SUPPLIED MATERIAL:

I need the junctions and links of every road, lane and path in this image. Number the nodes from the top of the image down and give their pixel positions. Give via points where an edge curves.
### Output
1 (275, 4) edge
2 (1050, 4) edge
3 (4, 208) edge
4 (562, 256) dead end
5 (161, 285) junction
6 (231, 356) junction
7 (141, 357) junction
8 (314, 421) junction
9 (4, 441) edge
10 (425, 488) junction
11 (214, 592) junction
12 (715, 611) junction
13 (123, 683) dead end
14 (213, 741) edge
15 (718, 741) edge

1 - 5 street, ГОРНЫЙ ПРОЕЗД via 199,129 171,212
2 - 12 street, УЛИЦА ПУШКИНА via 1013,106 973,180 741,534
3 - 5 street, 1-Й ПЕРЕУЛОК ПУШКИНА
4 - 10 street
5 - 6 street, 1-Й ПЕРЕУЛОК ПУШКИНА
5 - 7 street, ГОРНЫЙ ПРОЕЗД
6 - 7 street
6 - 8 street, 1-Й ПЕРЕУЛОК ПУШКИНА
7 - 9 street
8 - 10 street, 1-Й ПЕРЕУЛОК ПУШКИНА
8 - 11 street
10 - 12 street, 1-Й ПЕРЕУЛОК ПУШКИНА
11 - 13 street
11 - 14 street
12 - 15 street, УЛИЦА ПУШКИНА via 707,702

TRY IT:
All of the material should be copied verbatim.

WRITTEN SOLUTION:
I need the junctions and links of every road, lane and path in this image. Number the nodes from the top of the image down and give their pixel positions. Give via points where an edge curves.
### Output
1 (275, 4) edge
2 (1050, 4) edge
3 (4, 208) edge
4 (562, 256) dead end
5 (161, 285) junction
6 (231, 356) junction
7 (141, 357) junction
8 (314, 421) junction
9 (4, 441) edge
10 (425, 488) junction
11 (214, 592) junction
12 (715, 611) junction
13 (123, 683) dead end
14 (213, 741) edge
15 (718, 741) edge

1 - 5 street, ГОРНЫЙ ПРОЕЗД via 199,129 171,212
2 - 12 street, УЛИЦА ПУШКИНА via 1013,106 973,180 741,534
3 - 5 street, 1-Й ПЕРЕУЛОК ПУШКИНА
4 - 10 street
5 - 6 street, 1-Й ПЕРЕУЛОК ПУШКИНА
5 - 7 street, ГОРНЫЙ ПРОЕЗД
6 - 7 street
6 - 8 street, 1-Й ПЕРЕУЛОК ПУШКИНА
7 - 9 street
8 - 10 street, 1-Й ПЕРЕУЛОК ПУШКИНА
8 - 11 street
10 - 12 street, 1-Й ПЕРЕУЛОК ПУШКИНА
11 - 13 street
11 - 14 street
12 - 15 street, УЛИЦА ПУШКИНА via 707,702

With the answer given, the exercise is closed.